» **Work instructions**: Begin with the line containing "Extract the road" and copy every line after it to the end of the entries, exactly, leaving out the lines before it.

» **Material for this exercise**:
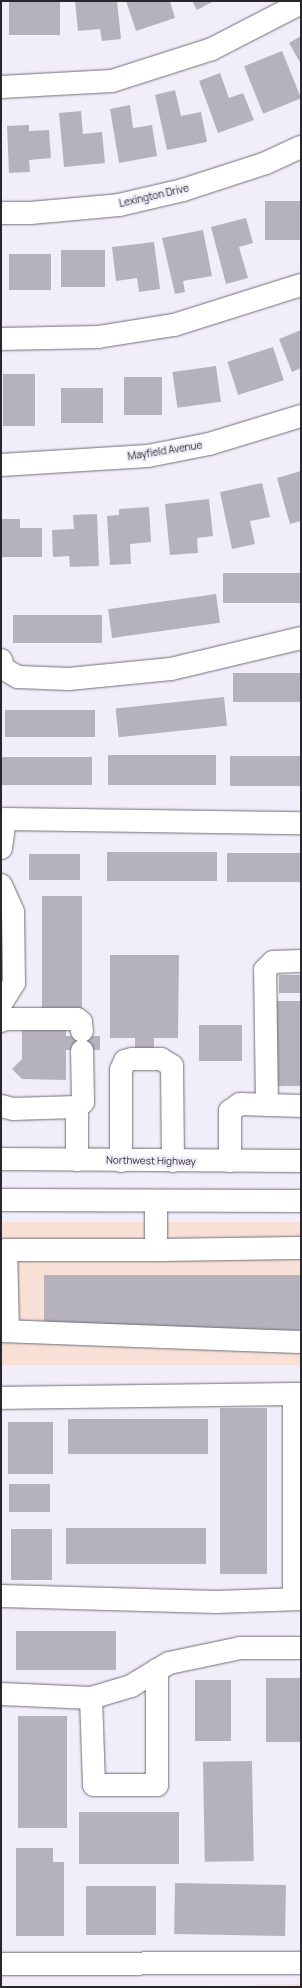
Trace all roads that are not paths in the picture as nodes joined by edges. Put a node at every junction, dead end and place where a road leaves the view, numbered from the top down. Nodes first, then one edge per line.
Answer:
1 (301, 3) edge
2 (1, 87) edge
3 (301, 147) edge
4 (1, 213) edge
5 (301, 285) edge
6 (1, 339) edge
7 (301, 416) edge
8 (1, 465) edge
9 (301, 638) edge
10 (1, 660) edge
11 (301, 823) edge
12 (1, 848) edge
13 (1, 885) edge
14 (301, 961) edge
15 (1, 1004) edge
16 (1, 1021) edge
17 (267, 1104) junction
18 (1, 1106) edge
19 (301, 1106) edge
20 (77, 1107) junction
21 (1, 1159) edge
22 (77, 1160) junction
23 (122, 1161) junction
24 (173, 1161) junction
25 (230, 1161) junction
26 (301, 1161) edge
27 (1, 1200) edge
28 (156, 1201) junction
29 (301, 1201) edge
30 (301, 1248) edge
31 (156, 1250) junction
32 (5, 1331) edge
33 (301, 1342) edge
34 (298, 1394) edge
35 (1, 1398) edge
36 (1, 1596) edge
37 (298, 1599) edge
38 (301, 1648) edge
39 (157, 1670) junction
40 (1, 1694) edge
41 (91, 1698) junction
42 (301, 1963) edge
43 (1, 1964) edge

1 - 2 street
3 - 4 street, Lexington Drive
5 - 6 street
7 - 8 street, Mayfield Avenue
9 - 10 street
11 - 12 street
13 - 15 street
14 - 17 street
16 - 20 street
17 - 19 street
17 - 25 street
18 - 20 street
20 - 22 street
21 - 22 street, Northwest Highway
22 - 23 street, Northwest Highway
23 - 24 street, Northwest Highway
23 - 24 street
24 - 25 street, Northwest Highway
25 - 26 street, Northwest Highway
27 - 28 street
28 - 29 street
28 - 31 street
30 - 31 street
31 - 32 street
32 - 33 street
34 - 35 street
34 - 37 street
36 - 37 street
38 - 39 street
39 - 41 street
39 - 41 street
40 - 41 street
42 - 43 street

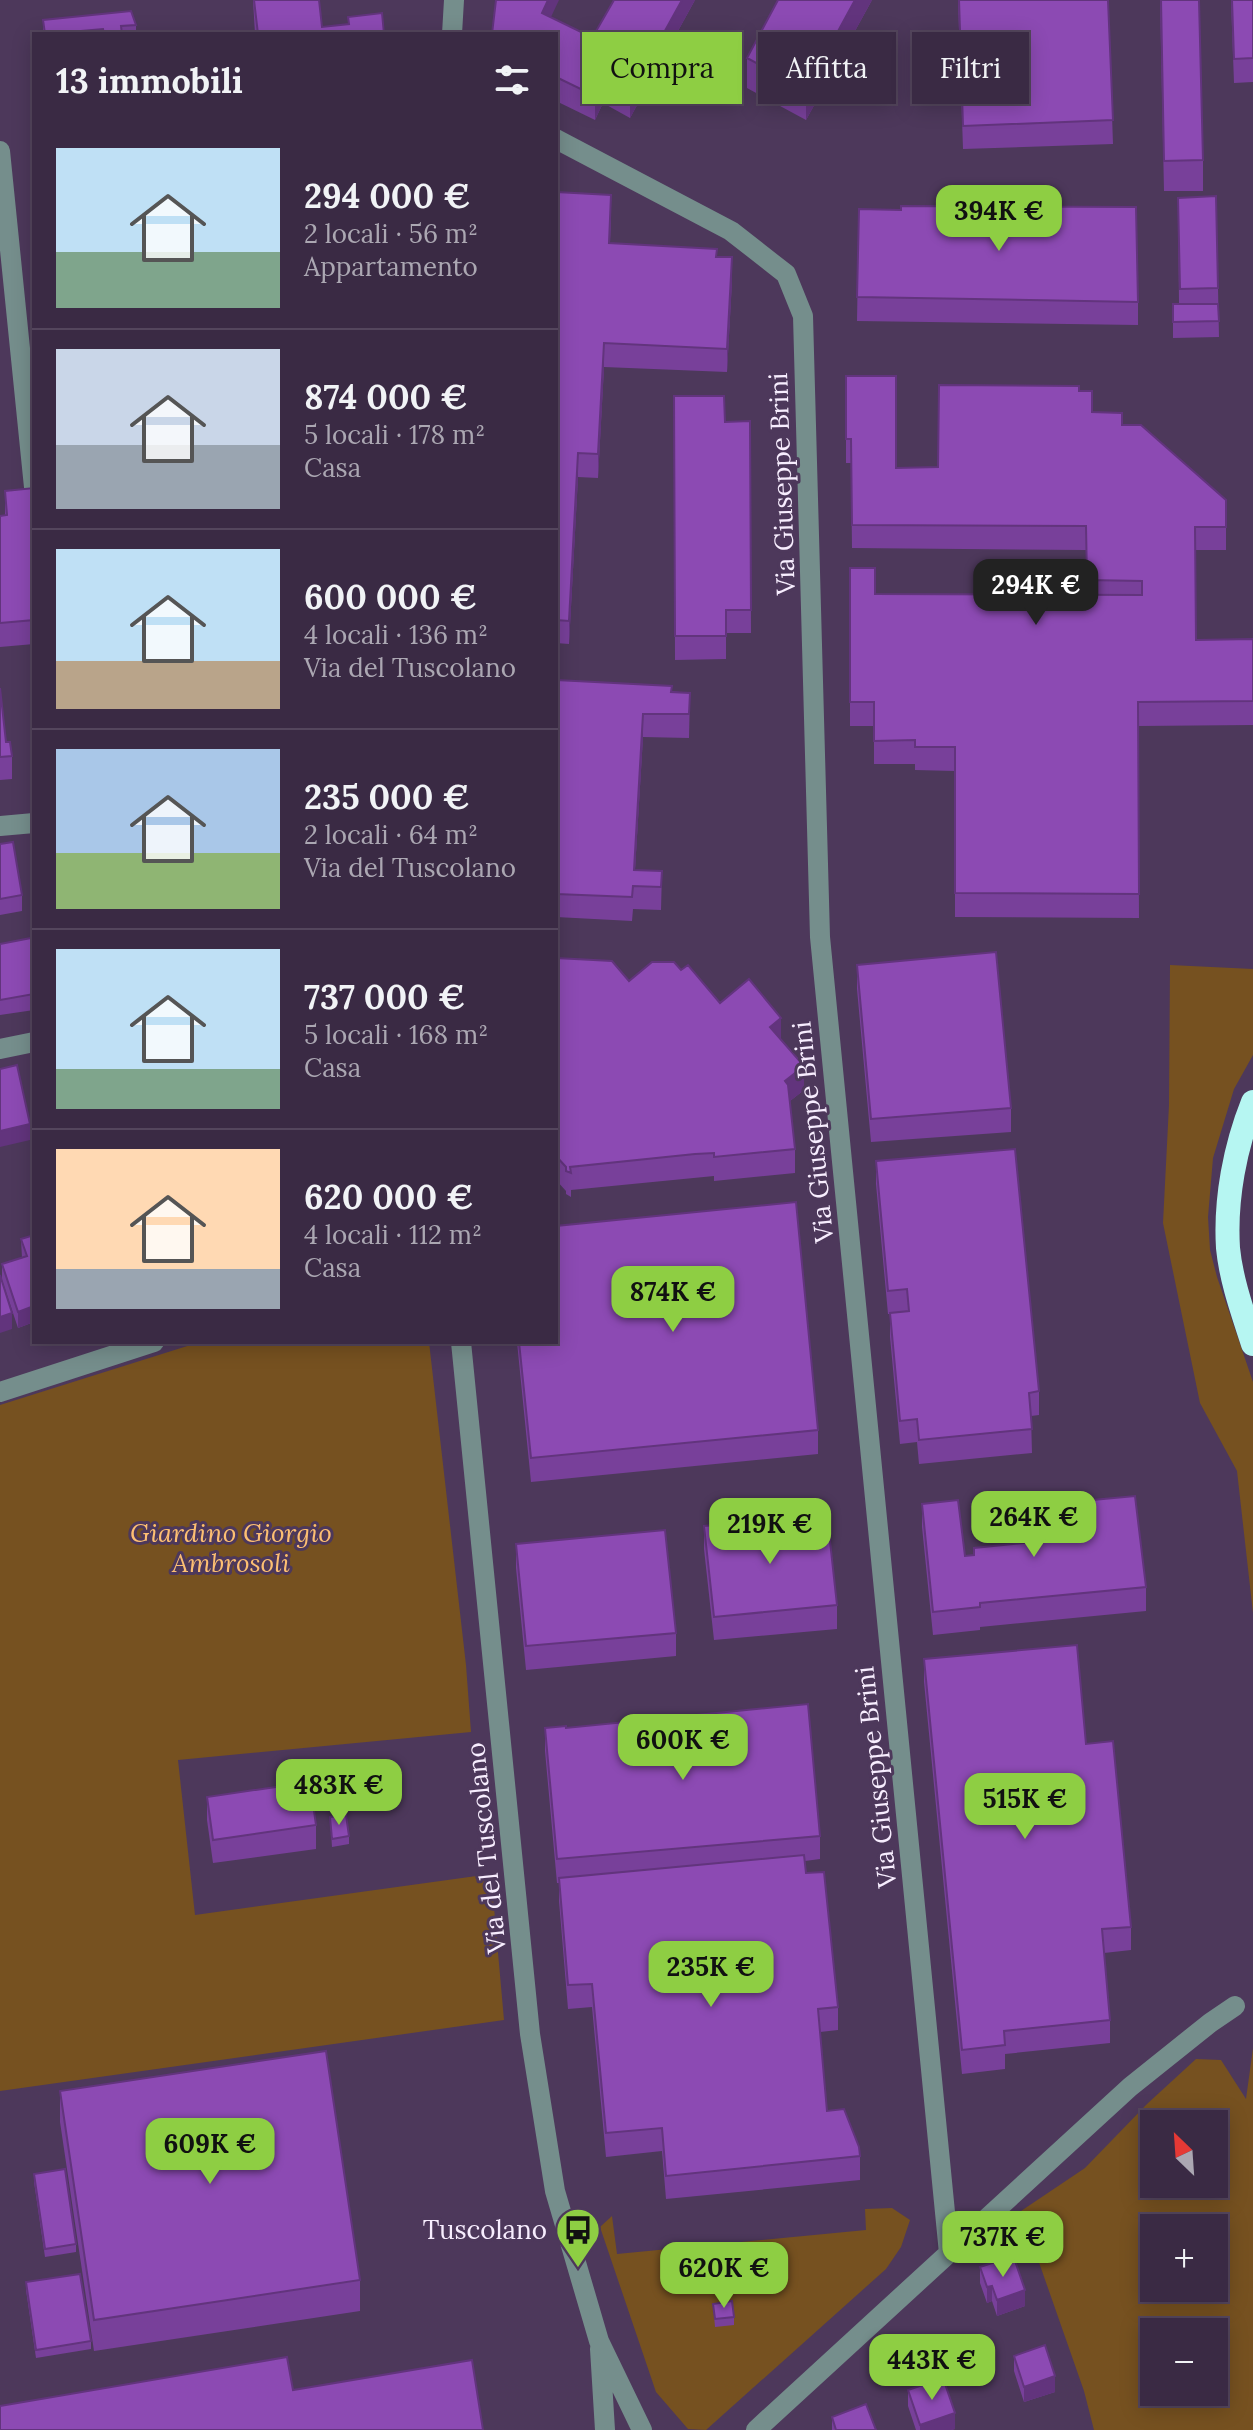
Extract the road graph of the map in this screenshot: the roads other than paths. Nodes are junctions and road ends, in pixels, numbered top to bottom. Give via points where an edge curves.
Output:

» **Solution**:
Extract the road graph of the map in this screenshot: the roads other than paths. Nodes are junctions and road ends, in pixels, numbered top to bottom. Give via points where an edge curves.
Output:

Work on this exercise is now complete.